**PROMPT**:
Omit the pictures and return every entry exactly as written.

============================================================

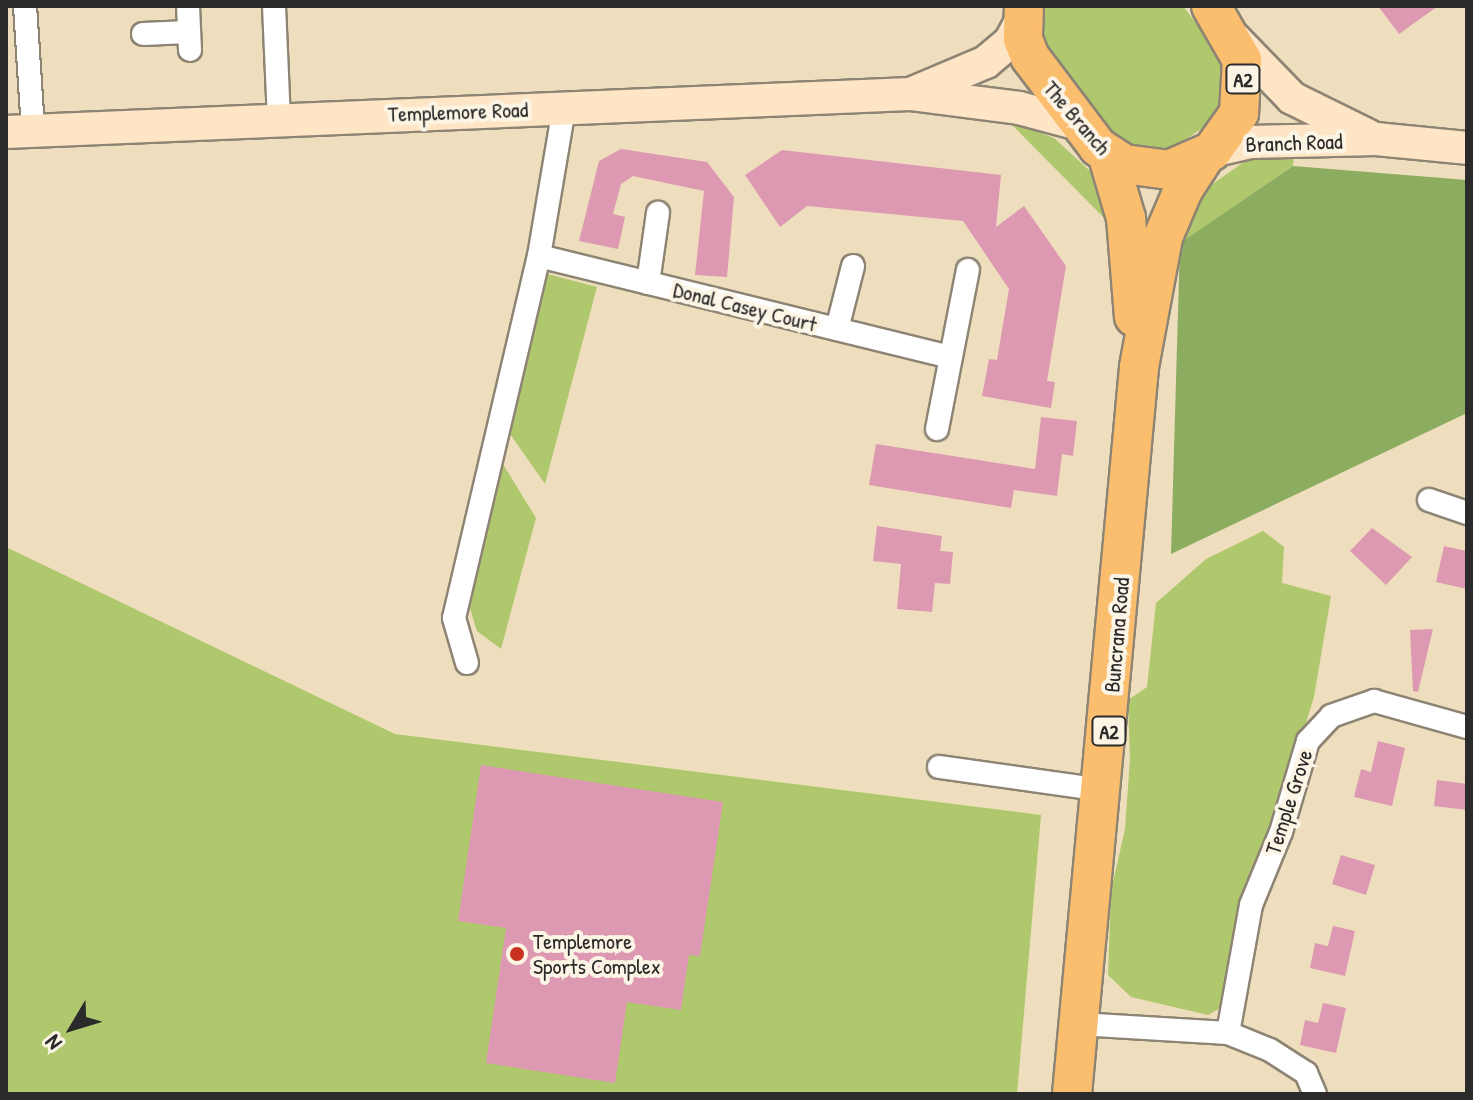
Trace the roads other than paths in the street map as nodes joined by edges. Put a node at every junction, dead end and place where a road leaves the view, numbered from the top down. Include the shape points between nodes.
1 (25, 6) edge
2 (188, 6) edge
3 (274, 6) edge
4 (1022, 11) edge
5 (1220, 19) edge
6 (143, 34) dead end
7 (910, 94) junction
8 (564, 108) junction
9 (279, 119) junction
10 (1079, 124) junction
11 (20, 130) edge
12 (1376, 139) junction
13 (1467, 148) edge
14 (1208, 154) junction
15 (1108, 157) junction
16 (658, 213) dead end
17 (539, 256) junction
18 (853, 266) dead end
19 (968, 270) dead end
20 (648, 283) junction
21 (837, 329) junction
22 (951, 357) junction
23 (1139, 367) junction
24 (937, 429) dead end
25 (1429, 500) dead end
26 (1467, 513) edge
27 (467, 663) dead end
28 (1467, 727) edge
29 (939, 767) dead end
30 (1103, 790) junction
31 (1079, 1024) junction
32 (1228, 1033) junction
33 (1072, 1094) edge
34 (1315, 1094) edge

1 - 11 street
2 - 6 street via 190,41
3 - 9 street
4 - 7 main road, Templemore Road via 1010,42 986,62
4 - 10 highway, The Branch / A2 via 1023,39 1040,75
5 - 12 main road, Branch Road via 1273,84
5 - 14 highway, A2 via 1242,60 1244,87 1239,113
7 - 8 main road, Templemore Road
7 - 10 main road, Templemore Road via 1019,108
8 - 9 main road, Templemore Road
8 - 17 street
9 - 11 main road, Templemore Road
10 - 15 highway, The Branch / A2
12 - 13 main road, Branch Road
12 - 14 main road, Branch Road via 1250,142
14 - 15 highway, The Branch via 1169,170
14 - 23 highway, Buncrana Road / A2 via 1183,190 1163,237
15 - 23 highway, Buncrana Road / A2 via 1126,218
16 - 20 street
17 - 20 street, Donal Casey Court
17 - 27 street via 454,618
18 - 21 street
19 - 22 street
20 - 21 street, Donal Casey Court
21 - 22 street, Donal Casey Court
22 - 24 street
23 - 30 highway, Buncrana Road / A2
25 - 26 street
28 - 32 street, Temple Grove via 1374,701 1331,716 1308,741 1281,832 1251,905
29 - 30 street
30 - 31 highway, Buncrana Road / A2
31 - 32 street
31 - 33 highway, Buncrana Road / A2
32 - 34 street via 1270,1050 1306,1073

============================================================

**ANSWER BOX**:
Trace the roads other than paths in the street map as nodes joined by edges. Put a node at every junction, dead end and place where a road leaves the view, numbered from the top down. Include the shape points between nodes.
1 (25, 6) edge
2 (188, 6) edge
3 (274, 6) edge
4 (1022, 11) edge
5 (1220, 19) edge
6 (143, 34) dead end
7 (910, 94) junction
8 (564, 108) junction
9 (279, 119) junction
10 (1079, 124) junction
11 (20, 130) edge
12 (1376, 139) junction
13 (1467, 148) edge
14 (1208, 154) junction
15 (1108, 157) junction
16 (658, 213) dead end
17 (539, 256) junction
18 (853, 266) dead end
19 (968, 270) dead end
20 (648, 283) junction
21 (837, 329) junction
22 (951, 357) junction
23 (1139, 367) junction
24 (937, 429) dead end
25 (1429, 500) dead end
26 (1467, 513) edge
27 (467, 663) dead end
28 (1467, 727) edge
29 (939, 767) dead end
30 (1103, 790) junction
31 (1079, 1024) junction
32 (1228, 1033) junction
33 (1072, 1094) edge
34 (1315, 1094) edge

1 - 11 street
2 - 6 street via 190,41
3 - 9 street
4 - 7 main road, Templemore Road via 1010,42 986,62
4 - 10 highway, The Branch / A2 via 1023,39 1040,75
5 - 12 main road, Branch Road via 1273,84
5 - 14 highway, A2 via 1242,60 1244,87 1239,113
7 - 8 main road, Templemore Road
7 - 10 main road, Templemore Road via 1019,108
8 - 9 main road, Templemore Road
8 - 17 street
9 - 11 main road, Templemore Road
10 - 15 highway, The Branch / A2
12 - 13 main road, Branch Road
12 - 14 main road, Branch Road via 1250,142
14 - 15 highway, The Branch via 1169,170
14 - 23 highway, Buncrana Road / A2 via 1183,190 1163,237
15 - 23 highway, Buncrana Road / A2 via 1126,218
16 - 20 street
17 - 20 street, Donal Casey Court
17 - 27 street via 454,618
18 - 21 street
19 - 22 street
20 - 21 street, Donal Casey Court
21 - 22 street, Donal Casey Court
22 - 24 street
23 - 30 highway, Buncrana Road / A2
25 - 26 street
28 - 32 street, Temple Grove via 1374,701 1331,716 1308,741 1281,832 1251,905
29 - 30 street
30 - 31 highway, Buncrana Road / A2
31 - 32 street
31 - 33 highway, Buncrana Road / A2
32 - 34 street via 1270,1050 1306,1073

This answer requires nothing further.